Un importante imam kuwaitiano, lo sceicco Naji Al-Kharas, nel suo sermone di venerdì scorso ha duramente criticato l’accordo tra Israele ed Emirati Arabi Uniti.

Quell’accordo è nullo o vuoto” ha tuonato lo sceicco Al-Kharas che poi ha spiegato così le sue ragioni: “Gli arabi hanno cercato di negoziare e firmare accordi di pace con gli ebrei. Ovviamente, tutti questi accordi sono nulli. Sono tutti nulli e non validi – l’accordo di Camp David, l’accordo di Oslo, [l’accordo giordano-israeliano] di Wadi Arabah e gli accordi che ne derivano. Perché sono nulli e non validi? Perché aboliscono la jihad. Non ti è permesso firmare un accordo [di pace] permanente con il nemico.
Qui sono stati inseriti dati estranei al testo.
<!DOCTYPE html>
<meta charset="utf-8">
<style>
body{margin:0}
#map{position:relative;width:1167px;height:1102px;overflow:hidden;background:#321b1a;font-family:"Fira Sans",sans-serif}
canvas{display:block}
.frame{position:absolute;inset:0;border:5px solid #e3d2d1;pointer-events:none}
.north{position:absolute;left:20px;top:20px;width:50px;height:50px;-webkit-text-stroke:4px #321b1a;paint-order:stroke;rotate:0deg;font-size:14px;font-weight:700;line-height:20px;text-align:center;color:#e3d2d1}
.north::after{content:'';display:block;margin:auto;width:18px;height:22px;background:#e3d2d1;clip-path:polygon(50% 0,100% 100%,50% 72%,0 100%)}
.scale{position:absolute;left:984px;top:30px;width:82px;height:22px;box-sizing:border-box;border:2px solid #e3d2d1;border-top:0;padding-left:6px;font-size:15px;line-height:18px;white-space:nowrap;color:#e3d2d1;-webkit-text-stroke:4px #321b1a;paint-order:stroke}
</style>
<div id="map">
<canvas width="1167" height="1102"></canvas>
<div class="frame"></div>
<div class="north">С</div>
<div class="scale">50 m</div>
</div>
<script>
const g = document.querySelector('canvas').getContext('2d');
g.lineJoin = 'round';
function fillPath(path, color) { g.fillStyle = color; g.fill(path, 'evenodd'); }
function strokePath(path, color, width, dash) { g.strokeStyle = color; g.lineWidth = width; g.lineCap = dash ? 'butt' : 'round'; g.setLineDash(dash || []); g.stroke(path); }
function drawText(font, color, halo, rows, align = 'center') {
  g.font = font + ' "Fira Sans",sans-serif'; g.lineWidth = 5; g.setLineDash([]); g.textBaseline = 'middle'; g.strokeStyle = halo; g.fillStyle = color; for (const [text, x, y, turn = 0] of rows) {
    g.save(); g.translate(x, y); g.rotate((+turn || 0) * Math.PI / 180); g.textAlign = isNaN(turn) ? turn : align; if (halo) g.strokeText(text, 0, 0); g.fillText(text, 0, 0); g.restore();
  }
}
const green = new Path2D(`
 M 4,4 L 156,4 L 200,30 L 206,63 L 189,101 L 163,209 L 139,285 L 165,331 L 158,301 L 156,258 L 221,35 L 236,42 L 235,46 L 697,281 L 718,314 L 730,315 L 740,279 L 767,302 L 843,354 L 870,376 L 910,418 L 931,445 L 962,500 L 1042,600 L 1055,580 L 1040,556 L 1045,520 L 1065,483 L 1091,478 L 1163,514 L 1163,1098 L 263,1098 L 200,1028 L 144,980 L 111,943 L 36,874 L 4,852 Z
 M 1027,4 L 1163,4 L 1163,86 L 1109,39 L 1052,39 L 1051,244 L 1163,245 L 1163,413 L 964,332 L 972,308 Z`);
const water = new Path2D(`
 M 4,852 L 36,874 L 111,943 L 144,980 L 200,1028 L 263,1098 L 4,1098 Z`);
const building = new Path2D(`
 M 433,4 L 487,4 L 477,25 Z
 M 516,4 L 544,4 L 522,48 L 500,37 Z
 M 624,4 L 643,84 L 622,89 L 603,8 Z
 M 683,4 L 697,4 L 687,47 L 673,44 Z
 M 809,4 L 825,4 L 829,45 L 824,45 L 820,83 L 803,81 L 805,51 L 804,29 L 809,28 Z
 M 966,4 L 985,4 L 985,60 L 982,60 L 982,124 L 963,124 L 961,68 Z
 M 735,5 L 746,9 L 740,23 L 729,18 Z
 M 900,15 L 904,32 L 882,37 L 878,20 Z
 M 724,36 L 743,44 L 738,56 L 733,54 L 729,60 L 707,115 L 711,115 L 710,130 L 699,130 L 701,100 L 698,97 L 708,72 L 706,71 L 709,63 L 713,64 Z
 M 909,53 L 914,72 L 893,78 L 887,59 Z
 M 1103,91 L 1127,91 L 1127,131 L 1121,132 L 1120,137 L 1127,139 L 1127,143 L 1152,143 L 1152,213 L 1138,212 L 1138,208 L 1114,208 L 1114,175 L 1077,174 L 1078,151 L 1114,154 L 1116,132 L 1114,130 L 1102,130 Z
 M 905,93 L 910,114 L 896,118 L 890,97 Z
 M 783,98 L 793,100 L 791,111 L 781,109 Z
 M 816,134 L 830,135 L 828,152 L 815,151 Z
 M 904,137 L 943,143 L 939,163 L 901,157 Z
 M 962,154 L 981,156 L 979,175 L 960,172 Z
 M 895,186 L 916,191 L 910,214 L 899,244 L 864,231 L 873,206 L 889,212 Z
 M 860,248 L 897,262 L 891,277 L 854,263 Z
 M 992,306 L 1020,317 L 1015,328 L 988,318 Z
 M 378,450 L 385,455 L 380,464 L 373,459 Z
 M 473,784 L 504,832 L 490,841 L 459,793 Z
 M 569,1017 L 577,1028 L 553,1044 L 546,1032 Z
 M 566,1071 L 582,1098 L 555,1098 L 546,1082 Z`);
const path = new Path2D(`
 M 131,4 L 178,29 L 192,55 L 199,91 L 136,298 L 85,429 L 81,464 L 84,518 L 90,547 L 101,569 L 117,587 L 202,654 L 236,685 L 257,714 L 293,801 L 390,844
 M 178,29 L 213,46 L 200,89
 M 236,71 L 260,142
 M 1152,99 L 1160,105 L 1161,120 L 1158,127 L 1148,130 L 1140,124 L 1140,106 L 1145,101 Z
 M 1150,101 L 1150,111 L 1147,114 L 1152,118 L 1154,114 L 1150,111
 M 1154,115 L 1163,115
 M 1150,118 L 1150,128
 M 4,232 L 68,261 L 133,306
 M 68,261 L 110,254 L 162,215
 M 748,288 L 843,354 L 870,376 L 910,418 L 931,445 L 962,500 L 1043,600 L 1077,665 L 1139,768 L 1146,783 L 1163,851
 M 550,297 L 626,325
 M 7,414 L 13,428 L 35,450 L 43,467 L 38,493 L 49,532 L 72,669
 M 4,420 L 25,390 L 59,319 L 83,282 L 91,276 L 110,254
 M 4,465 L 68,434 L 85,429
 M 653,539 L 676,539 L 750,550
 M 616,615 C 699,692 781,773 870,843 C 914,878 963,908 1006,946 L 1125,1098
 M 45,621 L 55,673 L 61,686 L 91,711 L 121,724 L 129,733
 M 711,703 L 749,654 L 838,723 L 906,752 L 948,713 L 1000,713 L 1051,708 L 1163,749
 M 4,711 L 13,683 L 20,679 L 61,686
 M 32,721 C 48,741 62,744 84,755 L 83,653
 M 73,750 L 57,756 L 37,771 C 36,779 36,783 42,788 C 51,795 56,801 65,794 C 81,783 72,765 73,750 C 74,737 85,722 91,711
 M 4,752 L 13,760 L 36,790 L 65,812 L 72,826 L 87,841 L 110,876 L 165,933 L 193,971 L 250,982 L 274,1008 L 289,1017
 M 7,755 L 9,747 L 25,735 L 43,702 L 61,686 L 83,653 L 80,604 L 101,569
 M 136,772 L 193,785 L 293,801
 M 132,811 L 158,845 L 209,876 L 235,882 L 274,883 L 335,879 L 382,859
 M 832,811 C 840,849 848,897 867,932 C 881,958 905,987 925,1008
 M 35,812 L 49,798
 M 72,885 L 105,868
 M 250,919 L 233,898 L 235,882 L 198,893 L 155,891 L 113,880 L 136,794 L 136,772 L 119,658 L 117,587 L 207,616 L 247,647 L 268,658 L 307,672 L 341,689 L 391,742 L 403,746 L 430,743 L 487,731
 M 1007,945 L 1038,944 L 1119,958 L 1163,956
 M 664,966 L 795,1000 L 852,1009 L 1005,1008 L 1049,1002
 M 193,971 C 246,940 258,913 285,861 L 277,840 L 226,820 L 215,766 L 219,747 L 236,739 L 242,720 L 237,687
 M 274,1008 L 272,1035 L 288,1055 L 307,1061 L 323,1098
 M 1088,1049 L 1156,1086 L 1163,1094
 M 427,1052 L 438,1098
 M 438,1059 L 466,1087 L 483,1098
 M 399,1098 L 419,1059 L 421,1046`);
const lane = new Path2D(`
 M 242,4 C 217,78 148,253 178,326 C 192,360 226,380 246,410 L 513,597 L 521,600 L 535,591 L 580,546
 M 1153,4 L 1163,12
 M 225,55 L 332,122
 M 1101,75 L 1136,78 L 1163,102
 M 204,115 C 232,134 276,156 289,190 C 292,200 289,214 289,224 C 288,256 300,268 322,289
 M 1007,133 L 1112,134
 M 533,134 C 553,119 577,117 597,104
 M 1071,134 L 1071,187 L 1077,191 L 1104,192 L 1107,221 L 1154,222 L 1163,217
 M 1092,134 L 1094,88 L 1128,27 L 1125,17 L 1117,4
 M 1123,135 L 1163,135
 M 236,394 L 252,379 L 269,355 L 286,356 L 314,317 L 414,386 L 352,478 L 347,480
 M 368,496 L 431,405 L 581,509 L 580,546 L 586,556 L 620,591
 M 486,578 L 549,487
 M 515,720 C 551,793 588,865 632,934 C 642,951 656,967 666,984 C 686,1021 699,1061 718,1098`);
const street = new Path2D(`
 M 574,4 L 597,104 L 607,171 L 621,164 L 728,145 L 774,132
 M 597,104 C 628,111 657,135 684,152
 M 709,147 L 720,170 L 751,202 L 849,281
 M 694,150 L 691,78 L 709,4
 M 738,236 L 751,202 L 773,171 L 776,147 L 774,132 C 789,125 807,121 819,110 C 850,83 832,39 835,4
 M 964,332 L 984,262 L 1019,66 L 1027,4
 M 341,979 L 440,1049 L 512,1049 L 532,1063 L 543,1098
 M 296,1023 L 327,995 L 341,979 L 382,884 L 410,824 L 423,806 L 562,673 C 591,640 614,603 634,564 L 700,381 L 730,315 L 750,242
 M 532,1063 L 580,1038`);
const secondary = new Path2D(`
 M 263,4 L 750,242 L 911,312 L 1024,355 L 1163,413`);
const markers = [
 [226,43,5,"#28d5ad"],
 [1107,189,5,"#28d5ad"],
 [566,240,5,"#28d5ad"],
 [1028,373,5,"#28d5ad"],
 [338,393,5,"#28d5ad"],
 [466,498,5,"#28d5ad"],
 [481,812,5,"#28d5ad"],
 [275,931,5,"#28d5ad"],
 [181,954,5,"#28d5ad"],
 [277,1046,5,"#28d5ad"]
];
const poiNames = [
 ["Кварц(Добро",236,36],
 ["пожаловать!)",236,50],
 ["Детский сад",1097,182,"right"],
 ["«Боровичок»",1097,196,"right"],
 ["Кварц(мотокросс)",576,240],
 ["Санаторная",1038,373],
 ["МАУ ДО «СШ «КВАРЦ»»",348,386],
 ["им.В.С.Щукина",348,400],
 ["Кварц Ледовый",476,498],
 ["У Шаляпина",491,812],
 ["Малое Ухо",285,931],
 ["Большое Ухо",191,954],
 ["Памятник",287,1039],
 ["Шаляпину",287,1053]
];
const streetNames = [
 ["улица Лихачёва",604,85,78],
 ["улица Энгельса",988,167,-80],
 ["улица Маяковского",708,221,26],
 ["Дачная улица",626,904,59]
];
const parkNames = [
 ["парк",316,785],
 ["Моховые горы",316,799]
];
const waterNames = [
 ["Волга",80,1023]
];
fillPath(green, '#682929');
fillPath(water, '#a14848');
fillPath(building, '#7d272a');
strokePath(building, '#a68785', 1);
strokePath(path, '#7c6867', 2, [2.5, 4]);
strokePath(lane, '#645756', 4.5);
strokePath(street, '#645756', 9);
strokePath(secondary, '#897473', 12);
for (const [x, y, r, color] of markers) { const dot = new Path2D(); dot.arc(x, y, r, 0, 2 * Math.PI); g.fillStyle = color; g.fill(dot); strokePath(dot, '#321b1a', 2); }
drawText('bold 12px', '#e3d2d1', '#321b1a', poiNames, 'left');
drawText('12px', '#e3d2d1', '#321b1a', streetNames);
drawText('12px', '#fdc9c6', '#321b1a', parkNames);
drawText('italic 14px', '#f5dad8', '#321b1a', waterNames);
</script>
Se firmi un accordo, deve essere temporaneo, e basta. Nessuno ha detto che si può firmare un accordo permanente. Questo non sarà trovato nel Corano o nella Sunnah. Si può abolire la jihad? La jihad non deve essere abolita”.

Quanto detto dallo sceicco Naji Al-Kharas è perfettamente in linea con quanto pensano la maggioranza dei musulmani, ribadito per altro dagli stessi palestinesi che, saputo dell’accordo tra Israele ed Emirati, hanno subito convocato i vertici della Autorità Palestinese (AP), della Organizzazione per la Liberazione della Palestina (OLP) e di ogni sigla esistente dalla Giudea e Samaria al Mare per ribadire il concetto che “la jihad contro Israele non si fermerà” invitando ogni musulmano a intensificare la lotta contro il “potere occupante”.

Non mancano strali nemmeno dalla Turchia, ormai saldamente a capo della Fratellanza Musulmana. Il giornale Yeni Safak, la voce di Erdogan, ricorda infatti che “Gerusalemme appartiene all’Islam e tutti i musulmani dovrebbero opporsi ad accordi con lo Stato Ebraico e intensificare la Jihad contro Israele”.

Un predicatore turco di cui non ricordo il nome, in occasione della trasformazione di Santa Sofia in moschea, parlando di Israele e di Gerusalemme ricordò ai tantissimi fedeli che il Corano ordina ai musulmani di “cacciarli da dove ti hanno cacciato” (2: 191). Poco importa che sia una menzogna storica il fatto che gli ebrei abbiano cacciato gli arabi da Israele, Giudea e Samaria. Per loro sarà sempre la verità.

Quando i bravi analisti gioiscono per l’accordo tra Israele ed Emirati, fanno bene, ma dimenticano il Corano, dimenticano la Jihad che non può essere cancellata. Si può fermare per un po’, ma non per sempre.